This past Saturday, June 21st, New Yorkers had a chance to grow back their tails, don their eye patches, and be part of that worlddd at the Coney Island Mermaid Parade. Mayor Bill de Blasio was there, maybe you were there, and Greenpointers was definitely there…getting the full scoop.
The Coney Island Mermaid parade was invented by artists in the early 1980s to celebrate ancient mythology, pay homage to the Mardi Gras parades of the early 20th century, and to mark the beginning of the summer season.
Since 1983, it has brought together thousands of mermaids and hundreds of thousands of spectators each year, traveling on foot down Surf Avenue, or via push carts, wagons, motorized floats, skateboards, and anything else with wheels.
This year, pirates swiped their Metrocards and packs of mermaids with hand-made tails pushed into already crowded subway cars heading towards Coney Island. They left behind trails of glitter and seashells, and emerged onto sun-baked streets pulsing with a nostalgic sense of 1960s liberation.
Brooklyn-based photographer Laura Weyl writes: Beautifully adorned, jeweled and glistening mermaids stuffed their faces with Nathan’s hot dogs while sweaty photographers scuttled like crabs along the procession. Spirits were high and the sun was beaming, and the train home was free. The unfettered energy and the diversity of colors, costumes, foods, and humans was incomparable to any other gathering I’ve witnessed in this magnificent city.
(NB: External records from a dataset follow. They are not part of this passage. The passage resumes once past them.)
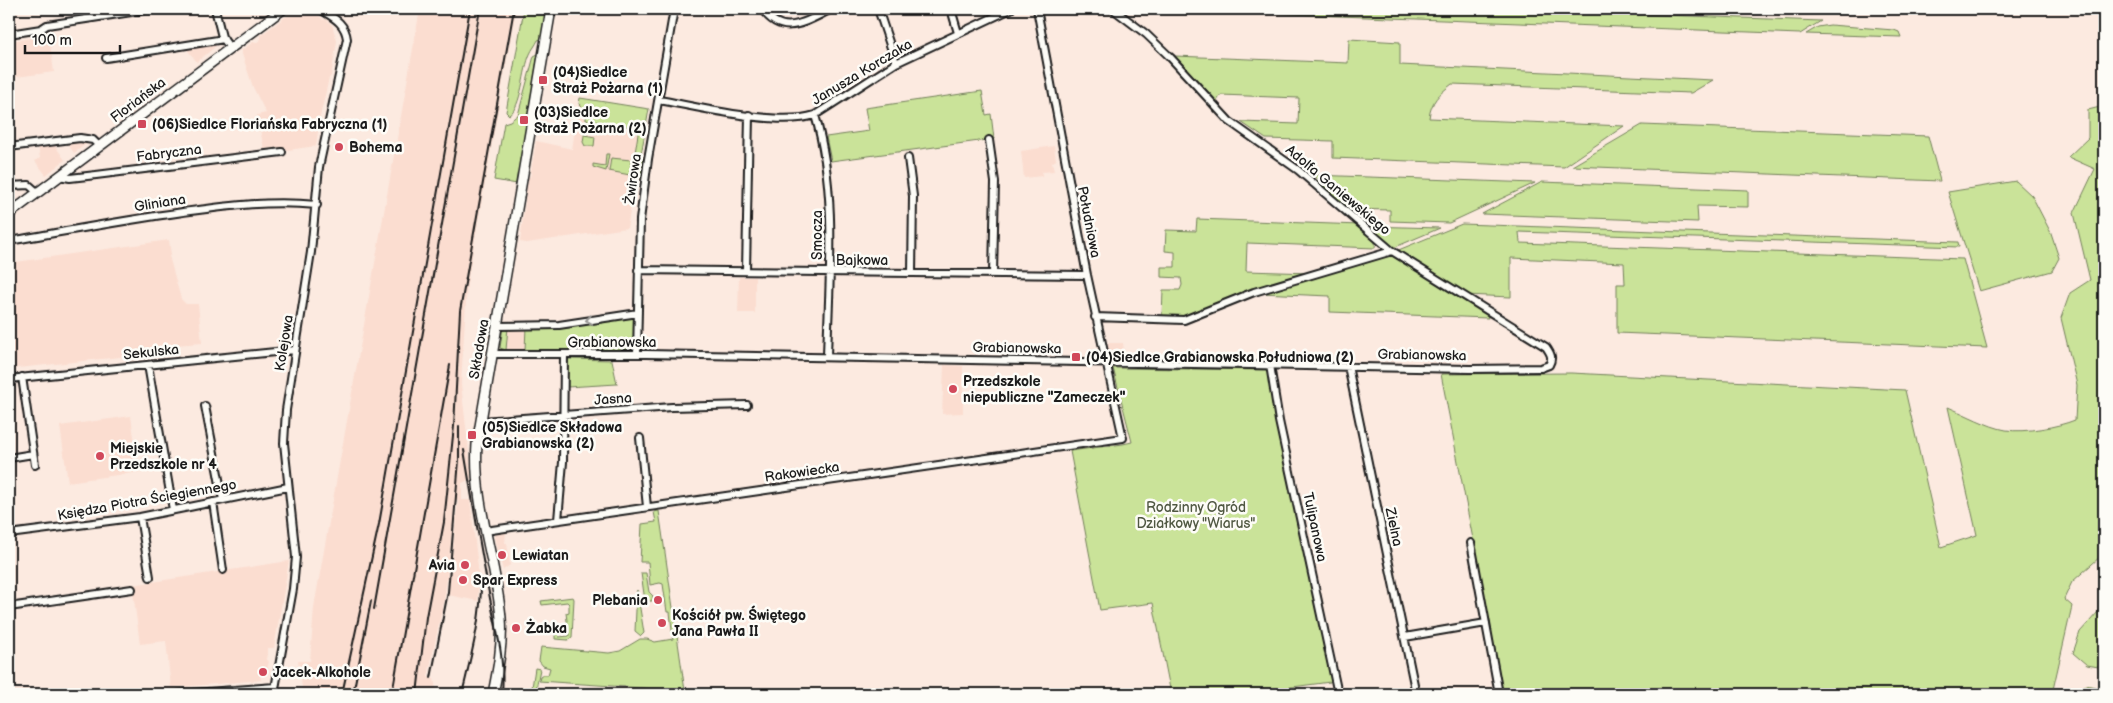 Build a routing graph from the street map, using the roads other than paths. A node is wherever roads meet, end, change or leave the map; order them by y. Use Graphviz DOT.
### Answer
graph roads {
  1 [pos="150,9"];
  2 [pos="215,9"];
  3 [pos="283,9"];
  4 [pos="320,9"];
  5 [pos="551,9"];
  6 [pos="674,9"];
  7 [pos="762,9"];
  8 [pos="832,9"];
  9 [pos="878,9"];
  10 [pos="952,9"];
  11 [pos="1011,9"];
  12 [pos="1037,9"];
  13 [pos="1113,9"];
  14 [pos="958,33"];
  15 [pos="9,34"];
  16 [pos="224,39"];
  17 [pos="230,48"];
  18 [pos="106,58"];
  19 [pos="896,63"];
  20 [pos="659,100"];
  21 [pos="749,115"];
  22 [pos="815,115"];
  23 [pos="989,140"];
  24 [pos="99,146"];
  25 [pos="9,147"];
  26 [pos="282,152"];
  27 [pos="908,158"];
  28 [pos="59,176"];
  29 [pos="9,186"];
  30 [pos="37,192"];
  31 [pos="317,205"];
  32 [pos="9,214"];
  33 [pos="9,241"];
  34 [pos="1392,251"];
  35 [pos="638,270"];
  36 [pos="746,271"];
  37 [pos="829,273"];
  38 [pos="912,273"];
  39 [pos="993,274"];
  40 [pos="1087,275"];
  41 [pos="638,314"];
  42 [pos="1095,316"];
  43 [pos="497,326"];
  44 [pos="295,350"];
  45 [pos="492,354"];
  46 [pos="564,354"];
  47 [pos="637,354"];
  48 [pos="827,357"];
  49 [pos="1105,362"];
  50 [pos="148,365"];
  51 [pos="1270,365"];
  52 [pos="1348,366"];
  53 [pos="1541,368"];
  54 [pos="22,377"];
  55 [pos="9,378"];
  56 [pos="747,405"];
  57 [pos="205,406"];
  58 [pos="564,415"];
  59 [pos="481,421"];
  60 [pos="640,438"];
  61 [pos="1123,438"];
  62 [pos="33,454"];
  63 [pos="9,458"];
  64 [pos="35,465"];
  65 [pos="288,487"];
  66 [pos="223,500"];
  67 [pos="213,502"];
  68 [pos="647,507"];
  69 [pos="173,510"];
  70 [pos="140,517"];
  71 [pos="558,520"];
  72 [pos="485,531"];
  73 [pos="9,534"];
  74 [pos="1471,543"];
  75 [pos="223,570"];
  76 [pos="150,577"];
  77 [pos="132,589"];
  78 [pos="9,607"];
  79 [pos="1486,623"];
  80 [pos="1405,637"];
  81 [pos="274,691"];
  82 [pos="179,694"];
  83 [pos="493,694"];
  84 [pos="1338,694"];
  85 [pos="1416,694"];
  86 [pos="1499,694"];
  1 -- 15 [label="street"];
  2 -- 16 [label="street"];
  3 -- 17 [label="main road, Floriańska"];
  4 -- 31 [label="street, Kolejowa"];
  5 -- 43 [label="main road, Składowa"];
  6 -- 20 [label="street, Żwirowa"];
  7 -- 8 [label="street"];
  9 -- 19 [label="street"];
  10 -- 14 [label="street"];
  11 -- 14 [label="street, Janusza Korczaka"];
  12 -- 40 [label="street, Południowa"];
  13 -- 34 [label="street, Adolfa Ganiewskiego"];
  14 -- 19 [label="street, Janusza Korczaka"];
  16 -- 17 [label="street"];
  16 -- 18 [label="street"];
  17 -- 24 [label="main road, Floriańska"];
  19 -- 22 [label="street, Janusza Korczaka"];
  20 -- 21 [label="street, Janusza Korczaka"];
  20 -- 35 [label="street, Żwirowa"];
  21 -- 22 [label="street, Janusza Korczaka"];
  21 -- 36 [label="street"];
  22 -- 37 [label="street, Smocza"];
  23 -- 39 [label="street"];
  24 -- 25 [label="street"];
  24 -- 28 [label="main road, Floriańska"];
  26 -- 28 [label="street, Fabryczna"];
  27 -- 38 [label="street"];
  28 -- 30 [label="main road, Floriańska"];
  29 -- 30 [label="street"];
  30 -- 32 [label="main road, Floriańska"];
  31 -- 33 [label="street, Gliniana"];
  31 -- 44 [label="street, Kolejowa"];
  34 -- 42 [label="street"];
  34 -- 53 [label="street, Adolfa Ganiewskiego"];
  35 -- 36 [label="street, Bajkowa"];
  35 -- 41 [label="street, Żwirowa"];
  36 -- 37 [label="street, Bajkowa"];
  37 -- 38 [label="street, Bajkowa"];
  37 -- 48 [label="street, Smocza"];
  38 -- 39 [label="street, Bajkowa"];
  39 -- 40 [label="street, Bajkowa"];
  40 -- 42 [label="street, Południowa"];
  41 -- 43 [label="street, one-way"];
  41 -- 47 [label="street, Żwirowa"];
  42 -- 49 [label="street, Południowa"];
  43 -- 45 [label="main road, Składowa"];
  44 -- 50 [label="street, Sekulska"];
  44 -- 65 [label="street, Kolejowa"];
  45 -- 46 [label="street, Grabianowska"];
  45 -- 59 [label="main road, Składowa"];
  46 -- 47 [label="street, Grabianowska"];
  46 -- 58 [label="street"];
  47 -- 48 [label="street, Grabianowska"];
  48 -- 49 [label="street, Grabianowska"];
  49 -- 51 [label="street, Grabianowska"];
  49 -- 61 [label="street, Południowa"];
  50 -- 54 [label="street, Sekulska"];
  50 -- 69 [label="street"];
  51 -- 52 [label="street, Grabianowska"];
  51 -- 84 [label="street, Tulipanowa"];
  52 -- 53 [label="street, Grabianowska"];
  52 -- 80 [label="street, Zielna"];
  54 -- 55 [label="street, Sekulska"];
  54 -- 62 [label="street"];
  56 -- 58 [label="street, Jasna"];
  57 -- 66 [label="street"];
  58 -- 59 [label="street, Jasna"];
  58 -- 71 [label="street"];
  59 -- 72 [label="main road, Składowa"];
  60 -- 68 [label="street"];
  61 -- 68 [label="street, Rakowiecka"];
  62 -- 63 [label="street"];
  62 -- 64 [label="street"];
  65 -- 66 [label="street, Księdza Piotra Ściegiennego"];
  65 -- 81 [label="street, Kolejowa"];
  66 -- 67 [label="street, Księdza Piotra Ściegiennego"];
  67 -- 69 [label="street, Księdza Piotra Ściegiennego"];
  67 -- 75 [label="street"];
  68 -- 71 [label="street, Rakowiecka"];
  69 -- 70 [label="street, Księdza Piotra Ściegiennego"];
  70 -- 73 [label="street, Księdza Piotra Ściegiennego"];
  70 -- 76 [label="street"];
  71 -- 72 [label="street, Rakowiecka"];
  72 -- 83 [label="main road, Składowa"];
  74 -- 79 [label="street"];
  77 -- 78 [label="street"];
  79 -- 80 [label="street"];
  79 -- 86 [label="street"];
  80 -- 85 [label="street, Zielna"];
  81 -- 82 [label="street"];
}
Per tradition, a King Neptune and Queen Mermaid are chosen each year to ride in the highest position of honor—an antique wicker rolling chair that dates back to 1923 and is wheeled along the parade route. This year, the honor went to Mayor de Blasio’s teenage children, Dante and Chiara.
In other years, David Byrne, Queen Latifah, Adam Savage, Harvey Keitel, and Moby have filled the royal seats. In the 2010 parade, the King was Lou Reed and the Queen was Laurie Anderson.
The Coney Island Mermaid Parade has even inspired the “Zeemeerminnenparade” in The Hague, the Netherlands to organize a similar, annual Mermaid Parade, which started in 2010.